Retyping the records exactly is the whole task.

*** Begin section ***

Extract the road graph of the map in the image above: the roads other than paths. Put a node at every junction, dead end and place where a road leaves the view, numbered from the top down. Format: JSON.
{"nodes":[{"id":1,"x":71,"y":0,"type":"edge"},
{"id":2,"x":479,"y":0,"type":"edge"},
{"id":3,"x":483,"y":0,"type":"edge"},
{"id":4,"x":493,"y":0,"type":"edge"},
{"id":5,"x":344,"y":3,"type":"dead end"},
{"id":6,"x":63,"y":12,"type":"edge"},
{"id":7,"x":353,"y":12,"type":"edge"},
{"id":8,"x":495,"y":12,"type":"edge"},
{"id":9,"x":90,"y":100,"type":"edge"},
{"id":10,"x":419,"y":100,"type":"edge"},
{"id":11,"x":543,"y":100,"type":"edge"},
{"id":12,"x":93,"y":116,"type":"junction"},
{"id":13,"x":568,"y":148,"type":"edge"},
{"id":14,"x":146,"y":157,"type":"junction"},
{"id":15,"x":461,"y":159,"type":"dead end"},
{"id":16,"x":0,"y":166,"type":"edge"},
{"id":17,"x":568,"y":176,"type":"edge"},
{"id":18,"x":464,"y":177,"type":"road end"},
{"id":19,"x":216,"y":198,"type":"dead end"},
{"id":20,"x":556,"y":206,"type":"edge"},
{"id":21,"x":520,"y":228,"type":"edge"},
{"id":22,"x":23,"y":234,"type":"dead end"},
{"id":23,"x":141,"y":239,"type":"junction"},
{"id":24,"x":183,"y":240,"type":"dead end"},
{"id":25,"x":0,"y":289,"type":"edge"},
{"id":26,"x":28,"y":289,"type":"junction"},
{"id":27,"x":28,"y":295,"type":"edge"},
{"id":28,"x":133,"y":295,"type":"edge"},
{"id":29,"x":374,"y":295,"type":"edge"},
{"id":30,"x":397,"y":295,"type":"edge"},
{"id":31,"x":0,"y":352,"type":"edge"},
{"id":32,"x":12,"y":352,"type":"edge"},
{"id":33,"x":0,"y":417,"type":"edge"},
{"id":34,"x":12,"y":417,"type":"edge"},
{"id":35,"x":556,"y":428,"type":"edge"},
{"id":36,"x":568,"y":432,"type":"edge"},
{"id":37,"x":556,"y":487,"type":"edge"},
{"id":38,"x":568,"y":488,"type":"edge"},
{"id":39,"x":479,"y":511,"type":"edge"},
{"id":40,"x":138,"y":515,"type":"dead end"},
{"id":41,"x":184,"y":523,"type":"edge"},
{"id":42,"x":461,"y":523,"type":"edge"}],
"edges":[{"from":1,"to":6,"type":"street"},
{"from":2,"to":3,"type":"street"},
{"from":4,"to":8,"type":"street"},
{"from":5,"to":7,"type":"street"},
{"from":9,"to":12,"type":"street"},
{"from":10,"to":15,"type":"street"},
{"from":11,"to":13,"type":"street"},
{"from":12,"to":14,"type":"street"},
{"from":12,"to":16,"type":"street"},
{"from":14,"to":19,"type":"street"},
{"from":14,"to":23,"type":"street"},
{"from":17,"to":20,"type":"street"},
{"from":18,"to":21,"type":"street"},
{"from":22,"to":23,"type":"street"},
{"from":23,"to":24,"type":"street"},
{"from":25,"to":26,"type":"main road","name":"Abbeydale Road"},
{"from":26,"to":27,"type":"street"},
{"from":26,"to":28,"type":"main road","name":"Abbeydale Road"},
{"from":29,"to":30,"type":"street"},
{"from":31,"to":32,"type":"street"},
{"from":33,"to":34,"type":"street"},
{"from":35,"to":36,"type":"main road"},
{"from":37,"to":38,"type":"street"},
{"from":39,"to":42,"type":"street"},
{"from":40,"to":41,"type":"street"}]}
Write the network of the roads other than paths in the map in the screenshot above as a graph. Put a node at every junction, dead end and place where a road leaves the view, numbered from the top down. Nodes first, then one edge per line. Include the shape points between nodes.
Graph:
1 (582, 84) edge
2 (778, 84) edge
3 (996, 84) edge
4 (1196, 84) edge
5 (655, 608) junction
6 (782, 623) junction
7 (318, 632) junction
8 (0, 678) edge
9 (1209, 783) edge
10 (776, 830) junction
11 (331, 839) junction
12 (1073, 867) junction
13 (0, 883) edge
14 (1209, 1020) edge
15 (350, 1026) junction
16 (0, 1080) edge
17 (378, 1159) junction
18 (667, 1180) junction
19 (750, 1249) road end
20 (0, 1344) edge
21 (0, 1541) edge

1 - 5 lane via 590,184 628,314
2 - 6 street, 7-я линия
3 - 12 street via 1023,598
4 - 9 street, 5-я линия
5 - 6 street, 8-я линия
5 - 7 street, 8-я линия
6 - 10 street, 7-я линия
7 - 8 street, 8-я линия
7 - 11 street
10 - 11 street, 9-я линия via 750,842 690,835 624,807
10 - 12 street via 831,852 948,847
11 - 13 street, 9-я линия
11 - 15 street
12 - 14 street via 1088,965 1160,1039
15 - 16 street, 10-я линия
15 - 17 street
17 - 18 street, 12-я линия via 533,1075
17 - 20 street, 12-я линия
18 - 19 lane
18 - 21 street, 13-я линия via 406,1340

*** End section ***

* **Output of the task**
Extract the road graph of the map in the image above: the roads other than paths. Put a node at every junction, dead end and place where a road leaves the view, numbered from the top down. Format: JSON.
{"nodes":[{"id":1,"x":71,"y":0,"type":"edge"},
{"id":2,"x":479,"y":0,"type":"edge"},
{"id":3,"x":483,"y":0,"type":"edge"},
{"id":4,"x":493,"y":0,"type":"edge"},
{"id":5,"x":344,"y":3,"type":"dead end"},
{"id":6,"x":63,"y":12,"type":"edge"},
{"id":7,"x":353,"y":12,"type":"edge"},
{"id":8,"x":495,"y":12,"type":"edge"},
{"id":9,"x":90,"y":100,"type":"edge"},
{"id":10,"x":419,"y":100,"type":"edge"},
{"id":11,"x":543,"y":100,"type":"edge"},
{"id":12,"x":93,"y":116,"type":"junction"},
{"id":13,"x":568,"y":148,"type":"edge"},
{"id":14,"x":146,"y":157,"type":"junction"},
{"id":15,"x":461,"y":159,"type":"dead end"},
{"id":16,"x":0,"y":166,"type":"edge"},
{"id":17,"x":568,"y":176,"type":"edge"},
{"id":18,"x":464,"y":177,"type":"road end"},
{"id":19,"x":216,"y":198,"type":"dead end"},
{"id":20,"x":556,"y":206,"type":"edge"},
{"id":21,"x":520,"y":228,"type":"edge"},
{"id":22,"x":23,"y":234,"type":"dead end"},
{"id":23,"x":141,"y":239,"type":"junction"},
{"id":24,"x":183,"y":240,"type":"dead end"},
{"id":25,"x":0,"y":289,"type":"edge"},
{"id":26,"x":28,"y":289,"type":"junction"},
{"id":27,"x":28,"y":295,"type":"edge"},
{"id":28,"x":133,"y":295,"type":"edge"},
{"id":29,"x":374,"y":295,"type":"edge"},
{"id":30,"x":397,"y":295,"type":"edge"},
{"id":31,"x":0,"y":352,"type":"edge"},
{"id":32,"x":12,"y":352,"type":"edge"},
{"id":33,"x":0,"y":417,"type":"edge"},
{"id":34,"x":12,"y":417,"type":"edge"},
{"id":35,"x":556,"y":428,"type":"edge"},
{"id":36,"x":568,"y":432,"type":"edge"},
{"id":37,"x":556,"y":487,"type":"edge"},
{"id":38,"x":568,"y":488,"type":"edge"},
{"id":39,"x":479,"y":511,"type":"edge"},
{"id":40,"x":138,"y":515,"type":"dead end"},
{"id":41,"x":184,"y":523,"type":"edge"},
{"id":42,"x":461,"y":523,"type":"edge"}],
"edges":[{"from":1,"to":6,"type":"street"},
{"from":2,"to":3,"type":"street"},
{"from":4,"to":8,"type":"street"},
{"from":5,"to":7,"type":"street"},
{"from":9,"to":12,"type":"street"},
{"from":10,"to":15,"type":"street"},
{"from":11,"to":13,"type":"street"},
{"from":12,"to":14,"type":"street"},
{"from":12,"to":16,"type":"street"},
{"from":14,"to":19,"type":"street"},
{"from":14,"to":23,"type":"street"},
{"from":17,"to":20,"type":"street"},
{"from":18,"to":21,"type":"street"},
{"from":22,"to":23,"type":"street"},
{"from":23,"to":24,"type":"street"},
{"from":25,"to":26,"type":"main road","name":"Abbeydale Road"},
{"from":26,"to":27,"type":"street"},
{"from":26,"to":28,"type":"main road","name":"Abbeydale Road"},
{"from":29,"to":30,"type":"street"},
{"from":31,"to":32,"type":"street"},
{"from":33,"to":34,"type":"street"},
{"from":35,"to":36,"type":"main road"},
{"from":37,"to":38,"type":"street"},
{"from":39,"to":42,"type":"street"},
{"from":40,"to":41,"type":"street"}]}
Write the network of the roads other than paths in the map in the screenshot above as a graph. Put a node at every junction, dead end and place where a road leaves the view, numbered from the top down. Nodes first, then one edge per line. Include the shape points between nodes.
Graph:
1 (582, 84) edge
2 (778, 84) edge
3 (996, 84) edge
4 (1196, 84) edge
5 (655, 608) junction
6 (782, 623) junction
7 (318, 632) junction
8 (0, 678) edge
9 (1209, 783) edge
10 (776, 830) junction
11 (331, 839) junction
12 (1073, 867) junction
13 (0, 883) edge
14 (1209, 1020) edge
15 (350, 1026) junction
16 (0, 1080) edge
17 (378, 1159) junction
18 (667, 1180) junction
19 (750, 1249) road end
20 (0, 1344) edge
21 (0, 1541) edge

1 - 5 lane via 590,184 628,314
2 - 6 street, 7-я линия
3 - 12 street via 1023,598
4 - 9 street, 5-я линия
5 - 6 street, 8-я линия
5 - 7 street, 8-я линия
6 - 10 street, 7-я линия
7 - 8 street, 8-я линия
7 - 11 street
10 - 11 street, 9-я линия via 750,842 690,835 624,807
10 - 12 street via 831,852 948,847
11 - 13 street, 9-я линия
11 - 15 street
12 - 14 street via 1088,965 1160,1039
15 - 16 street, 10-я линия
15 - 17 street
17 - 18 street, 12-я линия via 533,1075
17 - 20 street, 12-я линия
18 - 19 lane
18 - 21 street, 13-я линия via 406,1340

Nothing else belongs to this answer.